Lors de cette interview, le collaborateur de Maitreya a livré l’information intéressante selon laquelle d’ici quelques mois, les médias « se rueront à la porte de M. Creme » ainsi qu’à celles d’autres personnes préparées également à répandre l’enseignement de Maitreya. Cédant à la vieille habitude des médias de désirer des scoops, une compagnie de télévision, a récemment tenté d’obtenir une « exclusivité » en se présentant, munie d’un chèque en blanc, à la porte du collaborateur de Maitreya. Une autre institution médiatique lui a par ailleurs offert une maison en Suisse en échange d’un reportage exclusif.
Il a ri de tout cœur et a expliqué que personne « ne détient la propriété » de cette histoire. Il a en outre invité ces personnes à lire le magazine Share International. Les gens éprouvent quelque difficulté à comprendre que bien que Maitreya soit parmi nous, personne ne peut le leur « livrer ».
Maitreya en personne a déclaré : « Sans déranger quiconque, je choisirai mon moment. »
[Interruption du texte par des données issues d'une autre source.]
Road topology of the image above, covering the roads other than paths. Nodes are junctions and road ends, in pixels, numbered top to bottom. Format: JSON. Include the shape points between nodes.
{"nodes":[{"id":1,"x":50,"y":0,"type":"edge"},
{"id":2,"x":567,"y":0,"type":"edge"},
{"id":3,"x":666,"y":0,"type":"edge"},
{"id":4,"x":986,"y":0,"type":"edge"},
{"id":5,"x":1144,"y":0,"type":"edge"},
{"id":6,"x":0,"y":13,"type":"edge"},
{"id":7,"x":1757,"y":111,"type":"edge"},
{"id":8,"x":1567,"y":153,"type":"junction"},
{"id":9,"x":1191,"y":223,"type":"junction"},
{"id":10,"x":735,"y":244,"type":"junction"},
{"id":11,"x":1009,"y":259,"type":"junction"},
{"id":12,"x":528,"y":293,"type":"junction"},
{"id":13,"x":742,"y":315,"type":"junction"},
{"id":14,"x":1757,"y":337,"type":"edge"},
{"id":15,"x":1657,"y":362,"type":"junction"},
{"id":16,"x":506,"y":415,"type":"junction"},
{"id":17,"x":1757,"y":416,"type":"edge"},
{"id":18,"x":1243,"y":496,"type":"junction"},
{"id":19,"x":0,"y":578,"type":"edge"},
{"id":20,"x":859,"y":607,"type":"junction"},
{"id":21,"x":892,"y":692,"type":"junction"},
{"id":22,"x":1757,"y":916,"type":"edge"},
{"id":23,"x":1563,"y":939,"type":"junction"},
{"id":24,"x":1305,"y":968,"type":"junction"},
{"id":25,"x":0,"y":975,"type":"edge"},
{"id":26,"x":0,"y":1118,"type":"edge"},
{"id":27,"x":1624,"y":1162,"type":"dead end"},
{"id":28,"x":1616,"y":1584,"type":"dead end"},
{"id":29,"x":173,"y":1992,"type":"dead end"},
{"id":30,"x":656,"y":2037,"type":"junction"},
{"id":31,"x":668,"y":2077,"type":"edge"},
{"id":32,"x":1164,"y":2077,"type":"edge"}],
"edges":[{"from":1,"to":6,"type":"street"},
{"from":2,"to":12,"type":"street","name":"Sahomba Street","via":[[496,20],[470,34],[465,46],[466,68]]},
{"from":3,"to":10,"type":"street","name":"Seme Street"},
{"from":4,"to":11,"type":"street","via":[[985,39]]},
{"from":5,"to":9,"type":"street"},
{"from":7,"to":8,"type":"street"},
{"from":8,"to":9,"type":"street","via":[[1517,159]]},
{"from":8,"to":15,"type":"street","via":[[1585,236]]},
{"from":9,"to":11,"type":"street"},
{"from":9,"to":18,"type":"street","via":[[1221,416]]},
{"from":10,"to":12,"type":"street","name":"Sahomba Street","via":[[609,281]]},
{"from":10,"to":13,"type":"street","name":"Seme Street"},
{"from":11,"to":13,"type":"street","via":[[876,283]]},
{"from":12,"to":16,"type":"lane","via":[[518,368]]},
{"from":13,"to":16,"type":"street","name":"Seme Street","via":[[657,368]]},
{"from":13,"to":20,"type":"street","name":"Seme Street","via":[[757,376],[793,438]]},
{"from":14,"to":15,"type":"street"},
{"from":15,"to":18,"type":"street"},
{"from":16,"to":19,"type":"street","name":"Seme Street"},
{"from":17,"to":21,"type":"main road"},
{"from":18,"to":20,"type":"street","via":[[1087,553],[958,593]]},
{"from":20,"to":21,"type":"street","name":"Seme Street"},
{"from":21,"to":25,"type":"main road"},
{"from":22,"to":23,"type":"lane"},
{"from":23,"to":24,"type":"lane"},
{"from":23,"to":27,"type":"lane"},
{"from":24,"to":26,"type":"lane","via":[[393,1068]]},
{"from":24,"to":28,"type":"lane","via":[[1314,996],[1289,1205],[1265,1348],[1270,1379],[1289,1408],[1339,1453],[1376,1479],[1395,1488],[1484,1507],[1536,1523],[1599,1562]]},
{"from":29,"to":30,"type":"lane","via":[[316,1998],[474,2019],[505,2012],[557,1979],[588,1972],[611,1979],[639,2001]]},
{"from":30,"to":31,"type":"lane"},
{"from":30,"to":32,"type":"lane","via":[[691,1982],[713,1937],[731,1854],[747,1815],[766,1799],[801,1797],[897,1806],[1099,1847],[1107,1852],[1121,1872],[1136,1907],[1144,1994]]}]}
Le collaborateur de Maitreya a, en outre, expliqué que, sous la conduite de Maitreya, il a entamé une correspondance avec les autorités locales, y compris celles de son domicile. Il leur a communiqué une grande partie de l’enseignement de Maitreya.
« La première lettre que j’ai reçue ressemblait à celle d’un directeur de prison écrivant à un détenu, un peu comme si j’avais été un « mauvais garçon ». Tel était le ton employé. La seconde réponse, de type gouvernemental, citait des lois et des règlements. Lorsque arriva la troisième, le « directeur était éveillé » car l’enseignement contenu dans ces lettres ne provenait pas d’une personne ordinaire.
La quatrième réponse offrait de l’aide. Mais le « prisonnier » répondit à la lettre que cela importait peu. Ce qui était important, c’était de servir à la manière d’un serviteur du peuple et non en tant que maître du peuple. »
A la question de savoir comment le « directeur » (le représentant officiel de l’autorité locale) fut éveillé, le collaborateur a cité les paroles de Maitreya : « Dès l’instant où ils lisent la lettre, je remue leur cœur. Cela crée des vibrations dans le mental, l’esprit et le corps. Ce sont des processus automatiques. Trouver le Seigneur constitue un désir inné, naturel, de tout individu. »


Date des faits : 16 juillet 1992 Auteur : Patricia Pitchon, autrefois journaliste au quotidien colombien El Tiempo. Aujourd’hui basée à Londres, elle est journaliste indépendante. Egalement psychothérapeute, elle travaille avec les réfugiés.